I so agree with you @Hashi

Also, I need my T to help me accept not just what happened but everyone around me denying, minimizing, and avoiding the truth of what happened. If my T doesn't believe it happened how will she help me learn to respond appropriately to people who still today minimize and invalidate what happened.
 
My T asked me one question once - just one - and it turned into me becoming convinced he didn't believe me. It took all the guts I had to bring it up in the next session, but I was glad I did. His reason for asking the question was not at all what I assumed it was.

I still get scared about it, and when I need to I bring it up in session.
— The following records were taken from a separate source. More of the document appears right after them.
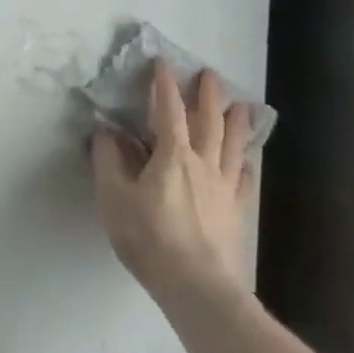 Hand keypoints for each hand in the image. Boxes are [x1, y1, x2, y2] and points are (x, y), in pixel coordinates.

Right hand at [90, 61, 257, 312]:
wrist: (199, 290)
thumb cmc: (150, 239)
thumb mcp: (114, 198)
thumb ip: (107, 161)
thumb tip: (106, 132)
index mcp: (172, 155)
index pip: (169, 109)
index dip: (165, 84)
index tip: (163, 62)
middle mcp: (203, 164)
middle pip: (209, 121)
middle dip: (208, 95)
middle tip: (211, 74)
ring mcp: (224, 189)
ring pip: (233, 146)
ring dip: (237, 123)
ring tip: (242, 106)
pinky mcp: (237, 214)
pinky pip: (245, 181)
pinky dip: (246, 165)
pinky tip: (248, 162) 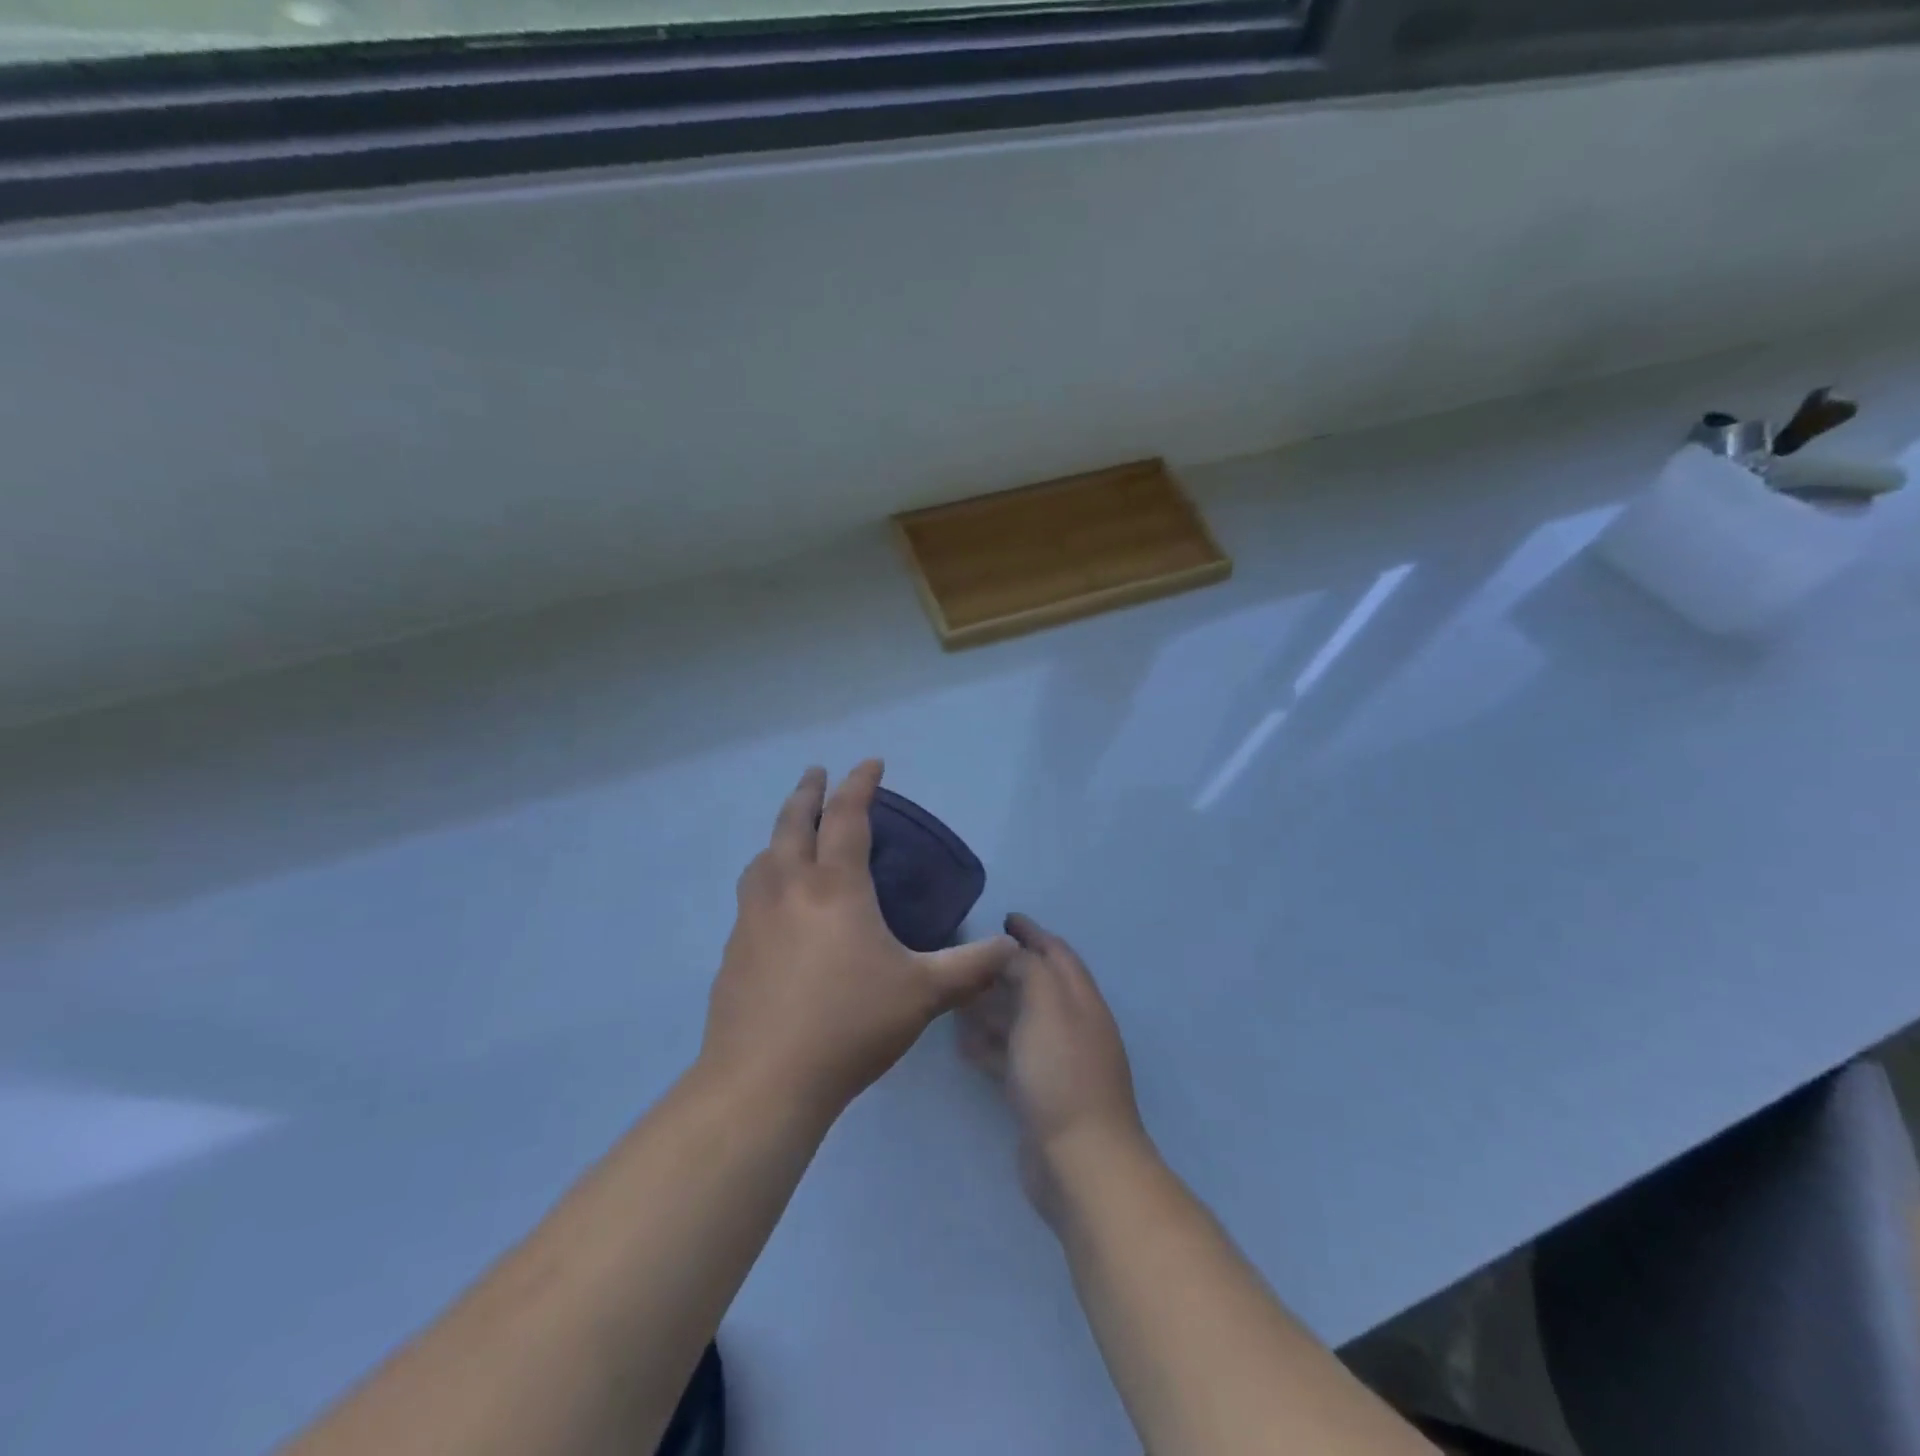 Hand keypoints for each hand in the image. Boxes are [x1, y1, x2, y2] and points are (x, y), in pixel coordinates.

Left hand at [703, 761, 1016, 1117]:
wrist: (765, 1081)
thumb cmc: (850, 1025)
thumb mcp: (923, 993)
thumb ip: (970, 966)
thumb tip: (1010, 947)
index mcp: (835, 886)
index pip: (847, 816)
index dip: (860, 784)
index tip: (872, 763)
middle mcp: (788, 888)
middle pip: (793, 822)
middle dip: (808, 791)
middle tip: (817, 773)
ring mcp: (754, 917)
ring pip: (764, 856)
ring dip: (780, 833)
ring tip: (793, 835)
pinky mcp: (734, 948)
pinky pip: (751, 893)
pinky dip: (766, 875)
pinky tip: (776, 903)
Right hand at [959, 913, 1148, 1220]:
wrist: (1081, 1162)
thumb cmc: (1062, 1073)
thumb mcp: (1046, 1006)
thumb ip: (1030, 970)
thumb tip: (1014, 953)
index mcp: (1082, 1001)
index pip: (1057, 954)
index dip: (1033, 934)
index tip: (1005, 918)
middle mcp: (1074, 1027)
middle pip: (1039, 987)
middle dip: (1008, 969)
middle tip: (971, 959)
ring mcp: (1059, 1063)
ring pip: (1022, 1023)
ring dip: (994, 1007)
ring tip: (957, 998)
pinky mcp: (1041, 1095)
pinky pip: (1012, 1058)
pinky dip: (991, 1045)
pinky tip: (963, 1044)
Please don't lose faith in yourself, @ghotiff. Although the most awkward topic ever (in my mind) is talking with your therapist about the therapy, you really should consider telling her what your reaction to her diary comment was.
 
It took all the guts I had to bring it up in the next session, but I was glad I did. His reason for asking the question was not at all what I assumed it was
I really like my new T (number 3 in my list) so if she does this, I will bring it up. Thanks for the encouragement.

So for instance I had to talk about a memory of my birth mother smothering me with a pillow and walking out of the room. I could see her and I didn't understand how. It was unbelievable to ME! How could anyone else understand it. It MUST have been a lie. But I don't lie. That makes me feel crazy
I didn't respond to this comment when you first posted as it was too confronting to acknowledge at the time.
My memories of my first abuser are all like photographs from an observer. This worried me that I was making it all up, and even more worried me that someone else would think I was making it all up. I am getting close to accepting these memories and reading "The Body Remembers" helped as I have always had a very strong (and horrible) physical reaction to those memories. While I'm getting closer to accepting them, I don't understand why I would remember in this way. It doesn't make sense to me. Does anyone else have this? How have you made sense of it? Is it because they were so young (for me these were pre 7yrs old)?